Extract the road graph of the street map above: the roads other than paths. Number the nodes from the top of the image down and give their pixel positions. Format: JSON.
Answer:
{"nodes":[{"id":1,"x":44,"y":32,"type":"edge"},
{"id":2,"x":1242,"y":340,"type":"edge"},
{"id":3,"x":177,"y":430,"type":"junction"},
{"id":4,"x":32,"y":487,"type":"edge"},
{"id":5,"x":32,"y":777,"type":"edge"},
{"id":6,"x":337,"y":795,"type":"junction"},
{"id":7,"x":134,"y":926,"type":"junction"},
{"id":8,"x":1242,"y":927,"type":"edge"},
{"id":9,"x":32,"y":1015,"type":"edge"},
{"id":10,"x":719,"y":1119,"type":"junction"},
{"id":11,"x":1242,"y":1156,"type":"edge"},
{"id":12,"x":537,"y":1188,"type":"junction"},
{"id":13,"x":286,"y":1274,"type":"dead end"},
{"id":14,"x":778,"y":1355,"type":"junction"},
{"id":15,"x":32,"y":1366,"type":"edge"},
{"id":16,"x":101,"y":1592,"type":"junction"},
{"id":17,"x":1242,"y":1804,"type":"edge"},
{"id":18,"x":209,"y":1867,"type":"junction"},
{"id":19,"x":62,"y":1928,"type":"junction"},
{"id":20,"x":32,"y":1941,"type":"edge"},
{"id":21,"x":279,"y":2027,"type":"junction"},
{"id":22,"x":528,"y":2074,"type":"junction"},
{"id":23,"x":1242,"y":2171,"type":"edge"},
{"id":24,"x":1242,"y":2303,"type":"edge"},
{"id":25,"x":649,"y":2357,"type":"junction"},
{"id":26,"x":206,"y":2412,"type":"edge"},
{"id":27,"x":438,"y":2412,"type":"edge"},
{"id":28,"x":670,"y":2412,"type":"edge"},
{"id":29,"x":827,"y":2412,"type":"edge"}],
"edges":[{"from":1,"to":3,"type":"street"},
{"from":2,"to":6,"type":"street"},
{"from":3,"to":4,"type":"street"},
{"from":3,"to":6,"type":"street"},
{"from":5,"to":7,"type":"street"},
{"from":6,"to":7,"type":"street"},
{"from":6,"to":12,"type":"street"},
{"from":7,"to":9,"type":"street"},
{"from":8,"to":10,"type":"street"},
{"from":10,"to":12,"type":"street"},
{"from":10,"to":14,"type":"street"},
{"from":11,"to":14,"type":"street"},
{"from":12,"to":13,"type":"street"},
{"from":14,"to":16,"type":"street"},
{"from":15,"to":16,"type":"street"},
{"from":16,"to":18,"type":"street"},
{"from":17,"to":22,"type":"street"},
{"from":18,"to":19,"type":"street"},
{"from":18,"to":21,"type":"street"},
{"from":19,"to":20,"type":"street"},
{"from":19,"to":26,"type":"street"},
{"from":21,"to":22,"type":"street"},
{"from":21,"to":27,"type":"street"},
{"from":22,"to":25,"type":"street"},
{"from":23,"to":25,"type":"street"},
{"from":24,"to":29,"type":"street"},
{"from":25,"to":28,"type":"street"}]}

____________

§ **EXERCISE DIRECTIONS**
Your answer should be a single number, namely how many lines of the data above hold "nodes".

§ **ANSWER FOR THE TASK**
2